##### SUPPLIED MATERIAL #####
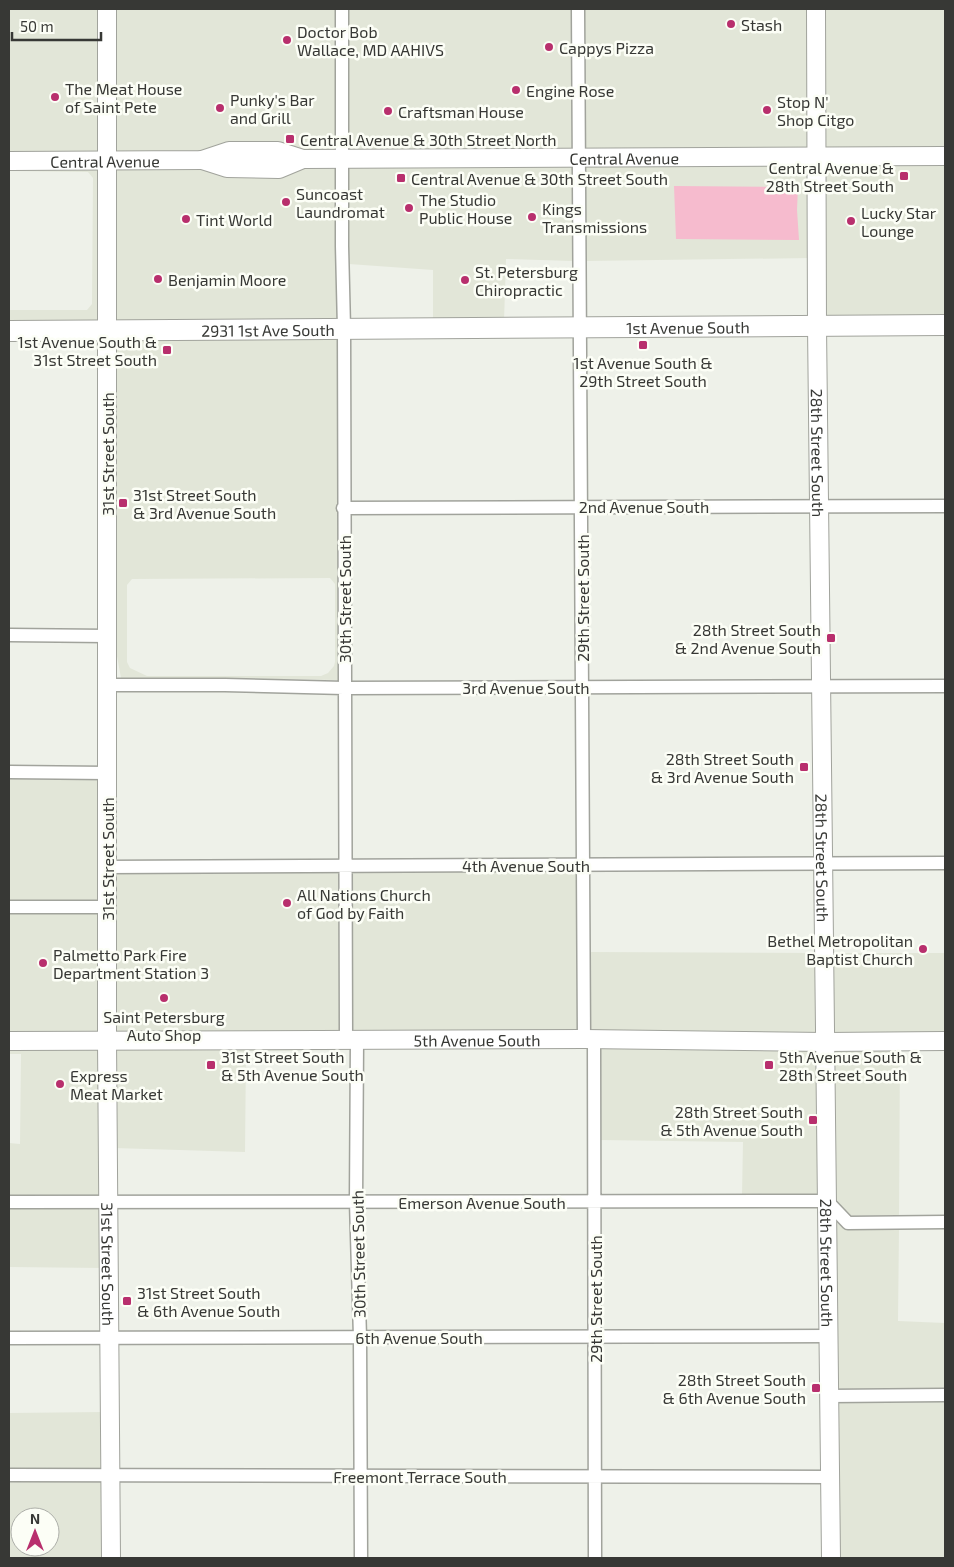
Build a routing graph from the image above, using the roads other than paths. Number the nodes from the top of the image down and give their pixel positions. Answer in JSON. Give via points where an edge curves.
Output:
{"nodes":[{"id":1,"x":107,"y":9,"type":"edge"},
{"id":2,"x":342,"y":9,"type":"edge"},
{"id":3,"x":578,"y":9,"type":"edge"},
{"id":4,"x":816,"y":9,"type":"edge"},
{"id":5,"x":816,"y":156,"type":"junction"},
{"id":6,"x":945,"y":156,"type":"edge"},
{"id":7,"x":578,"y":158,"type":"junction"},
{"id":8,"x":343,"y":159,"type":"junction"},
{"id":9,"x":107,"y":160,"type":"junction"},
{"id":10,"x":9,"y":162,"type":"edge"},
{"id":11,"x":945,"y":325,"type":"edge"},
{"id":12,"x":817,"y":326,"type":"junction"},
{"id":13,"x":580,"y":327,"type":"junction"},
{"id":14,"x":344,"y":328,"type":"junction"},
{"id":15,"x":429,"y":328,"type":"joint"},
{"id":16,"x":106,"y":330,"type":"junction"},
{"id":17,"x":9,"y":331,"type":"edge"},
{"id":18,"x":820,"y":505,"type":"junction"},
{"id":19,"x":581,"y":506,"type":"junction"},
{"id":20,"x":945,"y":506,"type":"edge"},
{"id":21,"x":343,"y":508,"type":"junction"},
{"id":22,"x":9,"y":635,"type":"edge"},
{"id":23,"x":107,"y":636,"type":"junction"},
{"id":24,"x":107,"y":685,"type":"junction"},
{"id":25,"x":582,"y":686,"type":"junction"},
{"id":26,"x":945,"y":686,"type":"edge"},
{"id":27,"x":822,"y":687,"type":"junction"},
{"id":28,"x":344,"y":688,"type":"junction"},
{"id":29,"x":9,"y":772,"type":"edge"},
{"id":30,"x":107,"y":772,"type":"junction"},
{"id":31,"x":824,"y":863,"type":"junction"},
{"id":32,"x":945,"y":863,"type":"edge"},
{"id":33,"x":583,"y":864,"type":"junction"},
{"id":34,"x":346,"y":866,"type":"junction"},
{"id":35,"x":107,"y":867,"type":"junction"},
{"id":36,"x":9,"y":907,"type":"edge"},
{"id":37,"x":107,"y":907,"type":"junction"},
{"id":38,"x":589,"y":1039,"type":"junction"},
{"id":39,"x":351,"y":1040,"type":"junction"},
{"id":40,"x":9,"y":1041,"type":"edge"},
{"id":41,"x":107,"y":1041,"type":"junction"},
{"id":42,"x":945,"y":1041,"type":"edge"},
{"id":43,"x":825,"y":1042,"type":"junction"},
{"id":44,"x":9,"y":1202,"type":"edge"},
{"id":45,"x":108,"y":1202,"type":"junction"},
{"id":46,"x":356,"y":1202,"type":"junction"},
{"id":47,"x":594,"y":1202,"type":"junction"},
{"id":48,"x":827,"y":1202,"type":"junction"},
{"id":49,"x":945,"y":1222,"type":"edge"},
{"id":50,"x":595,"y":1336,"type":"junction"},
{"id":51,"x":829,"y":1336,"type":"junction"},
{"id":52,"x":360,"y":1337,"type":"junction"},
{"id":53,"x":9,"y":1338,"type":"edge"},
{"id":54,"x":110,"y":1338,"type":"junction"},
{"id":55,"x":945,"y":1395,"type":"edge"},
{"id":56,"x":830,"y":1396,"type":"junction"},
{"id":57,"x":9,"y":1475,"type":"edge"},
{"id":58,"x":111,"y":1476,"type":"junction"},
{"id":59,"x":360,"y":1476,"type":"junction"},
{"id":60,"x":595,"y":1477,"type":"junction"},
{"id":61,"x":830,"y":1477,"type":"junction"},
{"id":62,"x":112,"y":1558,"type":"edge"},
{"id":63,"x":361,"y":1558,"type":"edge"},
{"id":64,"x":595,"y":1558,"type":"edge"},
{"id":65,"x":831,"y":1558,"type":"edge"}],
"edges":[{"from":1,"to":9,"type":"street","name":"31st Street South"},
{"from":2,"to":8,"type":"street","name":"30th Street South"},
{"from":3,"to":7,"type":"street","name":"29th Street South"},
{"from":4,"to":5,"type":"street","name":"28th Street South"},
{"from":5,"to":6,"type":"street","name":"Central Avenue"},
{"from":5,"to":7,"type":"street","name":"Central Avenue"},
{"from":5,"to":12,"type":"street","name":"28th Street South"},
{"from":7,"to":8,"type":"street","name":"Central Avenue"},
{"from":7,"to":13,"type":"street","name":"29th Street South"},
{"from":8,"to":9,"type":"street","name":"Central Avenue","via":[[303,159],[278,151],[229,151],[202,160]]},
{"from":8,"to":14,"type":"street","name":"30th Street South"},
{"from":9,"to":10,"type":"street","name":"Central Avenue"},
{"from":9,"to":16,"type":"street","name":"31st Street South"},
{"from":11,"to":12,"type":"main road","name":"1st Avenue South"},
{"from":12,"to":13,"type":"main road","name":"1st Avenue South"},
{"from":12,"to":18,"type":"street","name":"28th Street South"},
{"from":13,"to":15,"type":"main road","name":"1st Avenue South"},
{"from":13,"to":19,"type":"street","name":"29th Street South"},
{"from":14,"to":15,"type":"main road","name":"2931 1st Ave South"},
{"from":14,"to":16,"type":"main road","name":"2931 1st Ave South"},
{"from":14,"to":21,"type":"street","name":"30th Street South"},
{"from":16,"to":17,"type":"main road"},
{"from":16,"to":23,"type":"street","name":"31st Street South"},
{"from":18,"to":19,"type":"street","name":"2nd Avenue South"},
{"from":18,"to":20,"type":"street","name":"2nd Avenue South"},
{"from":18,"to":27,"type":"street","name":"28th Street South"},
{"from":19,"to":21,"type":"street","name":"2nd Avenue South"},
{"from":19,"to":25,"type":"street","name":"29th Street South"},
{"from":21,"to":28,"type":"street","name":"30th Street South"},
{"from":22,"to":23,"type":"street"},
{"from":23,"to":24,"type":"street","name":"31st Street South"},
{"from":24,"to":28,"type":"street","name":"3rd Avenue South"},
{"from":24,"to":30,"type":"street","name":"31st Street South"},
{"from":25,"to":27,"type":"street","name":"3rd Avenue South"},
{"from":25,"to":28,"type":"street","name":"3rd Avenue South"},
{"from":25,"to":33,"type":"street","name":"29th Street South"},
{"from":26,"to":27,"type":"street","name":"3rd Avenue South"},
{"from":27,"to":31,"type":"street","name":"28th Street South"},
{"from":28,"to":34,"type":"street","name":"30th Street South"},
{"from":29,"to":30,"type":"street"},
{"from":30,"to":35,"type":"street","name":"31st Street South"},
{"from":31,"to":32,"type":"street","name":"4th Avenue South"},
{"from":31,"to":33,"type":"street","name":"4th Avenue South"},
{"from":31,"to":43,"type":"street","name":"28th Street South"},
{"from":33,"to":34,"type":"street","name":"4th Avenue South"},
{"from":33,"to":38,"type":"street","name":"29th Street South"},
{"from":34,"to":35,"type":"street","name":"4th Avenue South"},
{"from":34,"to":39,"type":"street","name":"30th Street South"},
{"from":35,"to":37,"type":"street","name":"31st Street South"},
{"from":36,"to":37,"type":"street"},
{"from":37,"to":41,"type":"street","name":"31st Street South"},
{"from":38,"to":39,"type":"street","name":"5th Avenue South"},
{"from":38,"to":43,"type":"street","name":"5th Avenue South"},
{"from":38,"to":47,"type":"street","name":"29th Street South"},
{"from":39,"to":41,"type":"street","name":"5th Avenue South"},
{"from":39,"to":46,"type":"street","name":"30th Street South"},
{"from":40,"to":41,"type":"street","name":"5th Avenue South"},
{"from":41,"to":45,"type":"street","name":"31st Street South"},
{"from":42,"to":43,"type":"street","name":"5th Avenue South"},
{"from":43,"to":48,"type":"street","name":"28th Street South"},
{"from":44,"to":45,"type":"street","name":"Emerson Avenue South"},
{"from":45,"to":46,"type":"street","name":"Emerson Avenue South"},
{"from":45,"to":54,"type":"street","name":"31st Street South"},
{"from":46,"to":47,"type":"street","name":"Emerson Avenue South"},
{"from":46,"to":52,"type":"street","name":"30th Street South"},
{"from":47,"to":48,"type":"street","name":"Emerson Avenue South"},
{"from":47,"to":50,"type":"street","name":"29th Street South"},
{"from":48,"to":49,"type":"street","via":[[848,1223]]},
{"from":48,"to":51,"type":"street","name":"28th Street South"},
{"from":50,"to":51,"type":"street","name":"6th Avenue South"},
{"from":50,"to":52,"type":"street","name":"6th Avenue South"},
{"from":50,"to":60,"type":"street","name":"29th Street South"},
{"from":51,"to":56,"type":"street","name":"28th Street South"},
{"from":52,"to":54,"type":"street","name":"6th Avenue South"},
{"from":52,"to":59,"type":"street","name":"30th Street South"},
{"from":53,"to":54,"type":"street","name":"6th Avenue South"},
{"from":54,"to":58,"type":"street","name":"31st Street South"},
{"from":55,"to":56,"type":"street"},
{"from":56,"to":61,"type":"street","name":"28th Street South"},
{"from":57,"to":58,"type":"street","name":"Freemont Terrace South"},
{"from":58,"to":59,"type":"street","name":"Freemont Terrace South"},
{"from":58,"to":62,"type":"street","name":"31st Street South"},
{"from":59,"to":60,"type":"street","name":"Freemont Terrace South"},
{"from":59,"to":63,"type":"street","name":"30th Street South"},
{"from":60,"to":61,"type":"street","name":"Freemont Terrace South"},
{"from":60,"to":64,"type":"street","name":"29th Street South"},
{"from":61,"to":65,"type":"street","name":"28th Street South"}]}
#####
##### SUPPLIED MATERIAL #####
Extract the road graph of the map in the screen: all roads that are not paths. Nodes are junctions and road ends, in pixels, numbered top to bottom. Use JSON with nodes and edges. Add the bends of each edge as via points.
#####
**WHAT IS REQUIRED**
The response must give every line from the material above that holds the string "JSON".

**REPLY**
Build a routing graph from the image above, using the roads other than paths. Number the nodes from the top of the image down and give their pixel positions. Answer in JSON. Give via points where an edge curves.
Extract the road graph of the map in the screen: all roads that are not paths. Nodes are junctions and road ends, in pixels, numbered top to bottom. Use JSON with nodes and edges. Add the bends of each edge as via points.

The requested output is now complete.